What the task requires — In the data below, find every line with the word "VINE" and copy it.

Dataset records —

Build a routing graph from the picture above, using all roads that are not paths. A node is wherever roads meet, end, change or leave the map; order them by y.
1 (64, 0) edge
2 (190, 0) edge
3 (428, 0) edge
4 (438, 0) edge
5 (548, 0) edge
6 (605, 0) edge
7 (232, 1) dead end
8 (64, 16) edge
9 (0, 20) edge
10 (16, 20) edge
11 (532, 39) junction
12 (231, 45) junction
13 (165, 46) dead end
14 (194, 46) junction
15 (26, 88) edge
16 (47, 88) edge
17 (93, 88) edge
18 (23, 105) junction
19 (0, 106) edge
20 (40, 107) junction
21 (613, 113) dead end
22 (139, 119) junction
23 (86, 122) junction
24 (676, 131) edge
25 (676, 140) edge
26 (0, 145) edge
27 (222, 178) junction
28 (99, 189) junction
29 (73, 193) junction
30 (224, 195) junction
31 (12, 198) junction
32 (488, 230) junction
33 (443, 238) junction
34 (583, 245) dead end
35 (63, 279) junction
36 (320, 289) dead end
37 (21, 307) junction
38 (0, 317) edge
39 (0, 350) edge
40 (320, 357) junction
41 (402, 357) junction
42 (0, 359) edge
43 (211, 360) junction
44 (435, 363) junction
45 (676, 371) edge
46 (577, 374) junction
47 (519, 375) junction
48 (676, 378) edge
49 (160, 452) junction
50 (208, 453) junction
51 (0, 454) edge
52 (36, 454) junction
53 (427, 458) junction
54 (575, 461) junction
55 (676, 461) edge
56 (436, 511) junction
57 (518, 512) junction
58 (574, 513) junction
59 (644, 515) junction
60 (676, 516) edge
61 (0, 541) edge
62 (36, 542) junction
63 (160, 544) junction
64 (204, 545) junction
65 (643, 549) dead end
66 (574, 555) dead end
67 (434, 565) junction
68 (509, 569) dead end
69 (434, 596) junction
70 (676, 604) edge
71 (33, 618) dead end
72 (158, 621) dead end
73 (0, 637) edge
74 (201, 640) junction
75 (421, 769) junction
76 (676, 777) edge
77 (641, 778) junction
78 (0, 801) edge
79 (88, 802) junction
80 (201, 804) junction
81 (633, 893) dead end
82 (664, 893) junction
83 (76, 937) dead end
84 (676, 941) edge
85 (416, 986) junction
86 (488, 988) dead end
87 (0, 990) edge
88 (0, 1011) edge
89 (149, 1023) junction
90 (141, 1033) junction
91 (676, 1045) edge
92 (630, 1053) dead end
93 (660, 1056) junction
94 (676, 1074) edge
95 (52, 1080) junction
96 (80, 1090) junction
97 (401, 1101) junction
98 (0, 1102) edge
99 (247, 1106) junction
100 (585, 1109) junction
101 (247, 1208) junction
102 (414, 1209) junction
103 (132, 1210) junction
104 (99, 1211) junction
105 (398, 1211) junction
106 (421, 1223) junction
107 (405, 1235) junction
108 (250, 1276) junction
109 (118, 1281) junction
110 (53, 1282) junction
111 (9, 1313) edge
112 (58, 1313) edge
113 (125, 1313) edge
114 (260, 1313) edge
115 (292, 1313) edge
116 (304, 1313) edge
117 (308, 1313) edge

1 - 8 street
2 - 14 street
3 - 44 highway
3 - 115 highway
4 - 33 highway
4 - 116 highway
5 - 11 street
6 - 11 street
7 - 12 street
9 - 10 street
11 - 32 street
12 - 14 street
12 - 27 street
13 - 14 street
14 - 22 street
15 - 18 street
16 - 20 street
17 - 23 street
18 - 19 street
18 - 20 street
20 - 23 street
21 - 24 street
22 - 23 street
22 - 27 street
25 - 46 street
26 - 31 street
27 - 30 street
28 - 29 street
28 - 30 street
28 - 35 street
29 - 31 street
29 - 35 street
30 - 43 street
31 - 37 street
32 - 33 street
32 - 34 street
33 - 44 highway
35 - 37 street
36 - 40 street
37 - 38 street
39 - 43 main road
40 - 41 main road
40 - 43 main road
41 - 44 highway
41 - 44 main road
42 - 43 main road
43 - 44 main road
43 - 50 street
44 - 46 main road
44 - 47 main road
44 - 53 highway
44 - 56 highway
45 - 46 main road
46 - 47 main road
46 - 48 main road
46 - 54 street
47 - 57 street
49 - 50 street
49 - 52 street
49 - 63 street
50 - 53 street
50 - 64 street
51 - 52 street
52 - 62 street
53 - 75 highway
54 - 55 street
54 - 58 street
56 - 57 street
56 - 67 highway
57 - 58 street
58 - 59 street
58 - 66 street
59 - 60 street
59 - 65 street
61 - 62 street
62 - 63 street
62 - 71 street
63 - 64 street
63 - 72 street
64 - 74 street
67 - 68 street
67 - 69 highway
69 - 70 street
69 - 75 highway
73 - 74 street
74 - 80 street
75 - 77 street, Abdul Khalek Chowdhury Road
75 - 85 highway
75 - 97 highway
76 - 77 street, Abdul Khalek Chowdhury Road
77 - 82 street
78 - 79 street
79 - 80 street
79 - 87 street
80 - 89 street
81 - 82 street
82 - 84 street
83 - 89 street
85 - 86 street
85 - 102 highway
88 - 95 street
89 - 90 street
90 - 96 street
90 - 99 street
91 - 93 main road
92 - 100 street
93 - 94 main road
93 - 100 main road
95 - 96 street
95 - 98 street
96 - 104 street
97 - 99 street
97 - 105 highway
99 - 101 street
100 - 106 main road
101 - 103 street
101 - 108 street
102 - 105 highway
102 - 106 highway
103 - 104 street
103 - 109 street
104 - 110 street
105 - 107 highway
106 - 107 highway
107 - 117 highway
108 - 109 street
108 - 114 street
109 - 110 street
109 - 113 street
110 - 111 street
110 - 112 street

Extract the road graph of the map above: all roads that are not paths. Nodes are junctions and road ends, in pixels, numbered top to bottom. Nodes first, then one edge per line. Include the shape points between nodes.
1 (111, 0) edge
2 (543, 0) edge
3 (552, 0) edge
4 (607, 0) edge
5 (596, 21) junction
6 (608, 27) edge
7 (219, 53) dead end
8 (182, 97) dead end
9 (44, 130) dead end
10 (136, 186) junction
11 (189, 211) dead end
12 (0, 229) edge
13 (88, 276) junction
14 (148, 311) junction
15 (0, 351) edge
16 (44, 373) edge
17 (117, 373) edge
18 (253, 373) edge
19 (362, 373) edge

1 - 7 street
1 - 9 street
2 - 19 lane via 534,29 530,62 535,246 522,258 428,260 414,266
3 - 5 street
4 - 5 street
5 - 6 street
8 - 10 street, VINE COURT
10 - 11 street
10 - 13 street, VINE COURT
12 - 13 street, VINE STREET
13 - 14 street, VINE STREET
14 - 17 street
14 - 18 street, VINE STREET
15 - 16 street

Result —
8 - 10 street, VINE COURT
10 - 13 street, VINE COURT
12 - 13 street, VINE STREET
13 - 14 street, VINE STREET
14 - 18 street, VINE STREET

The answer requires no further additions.